Task inputs:
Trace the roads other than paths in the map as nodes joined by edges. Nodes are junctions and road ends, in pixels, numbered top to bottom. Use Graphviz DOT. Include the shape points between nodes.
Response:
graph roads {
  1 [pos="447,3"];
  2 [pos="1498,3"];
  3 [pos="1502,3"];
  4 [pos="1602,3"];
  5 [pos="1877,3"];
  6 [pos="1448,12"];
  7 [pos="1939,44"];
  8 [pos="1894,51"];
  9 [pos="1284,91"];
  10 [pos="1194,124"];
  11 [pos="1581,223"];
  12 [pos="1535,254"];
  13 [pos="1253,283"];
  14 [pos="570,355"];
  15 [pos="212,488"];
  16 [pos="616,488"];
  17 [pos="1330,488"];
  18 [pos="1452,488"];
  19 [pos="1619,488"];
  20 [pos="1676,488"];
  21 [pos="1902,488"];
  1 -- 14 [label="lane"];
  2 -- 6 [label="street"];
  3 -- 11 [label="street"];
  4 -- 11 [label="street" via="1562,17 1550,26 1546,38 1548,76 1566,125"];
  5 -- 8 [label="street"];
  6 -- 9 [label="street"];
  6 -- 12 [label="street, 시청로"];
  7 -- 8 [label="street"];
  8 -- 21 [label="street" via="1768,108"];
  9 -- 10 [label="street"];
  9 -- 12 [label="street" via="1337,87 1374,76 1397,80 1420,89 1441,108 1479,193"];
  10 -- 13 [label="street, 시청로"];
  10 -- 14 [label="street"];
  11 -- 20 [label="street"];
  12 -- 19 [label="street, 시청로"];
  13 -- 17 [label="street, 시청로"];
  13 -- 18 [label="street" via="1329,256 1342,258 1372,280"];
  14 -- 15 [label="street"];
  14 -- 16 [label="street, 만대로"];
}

Description of the task:
The expected answer is the complete material, restated exactly.

Task answer:
Trace the roads other than paths in the map as nodes joined by edges. Nodes are junctions and road ends, in pixels, numbered top to bottom. Use Graphviz DOT. Include the shape points between nodes.
Response:
graph roads {
  1 [pos="447,3"];
  2 [pos="1498,3"];
  3 [pos="1502,3"];
  4 [pos="1602,3"];
  5 [pos="1877,3"];
  6 [pos="1448,12"];
  7 [pos="1939,44"];
  8 [pos="1894,51"];
  9 [pos="1284,91"];
  10 [pos="1194,124"];
  11 [pos="1581,223"];
  12 [pos="1535,254"];
  13 [pos="1253,283"];
  14 [pos="570,355"];
  15 [pos="212,488"];
  16 [pos="616,488"];
  17 [pos="1330,488"];
  18 [pos="1452,488"];
  19 [pos="1619,488"];
  20 [pos="1676,488"];
  21 [pos="1902,488"];
  1 -- 14 [label="lane"];
  2 -- 6 [label="street"];
  3 -- 11 [label="street"];
  4 -- 11 [label="street" via="1562,17 1550,26 1546,38 1548,76 1566,125"];
  5 -- 8 [label="street"];
  6 -- 9 [label="street"];
  6 -- 12 [label="street, 시청로"];
  7 -- 8 [label="street"];
  8 -- 21 [label="street" via="1768,108"];
  9 -- 10 [label="street"];
  9 -- 12 [label="street" via="1337,87 1374,76 1397,80 1420,89 1441,108 1479,193"];
  10 -- 13 [label="street, 시청로"];
  10 -- 14 [label="street"];
  11 -- 20 [label="street"];
  12 -- 19 [label="street, 시청로"];
  13 -- 17 [label="street, 시청로"];
  13 -- 18 [label="street" via="1329,256 1342,258 1372,280"];
  14 -- 15 [label="street"];
  14 -- 16 [label="street, 만대로"];
}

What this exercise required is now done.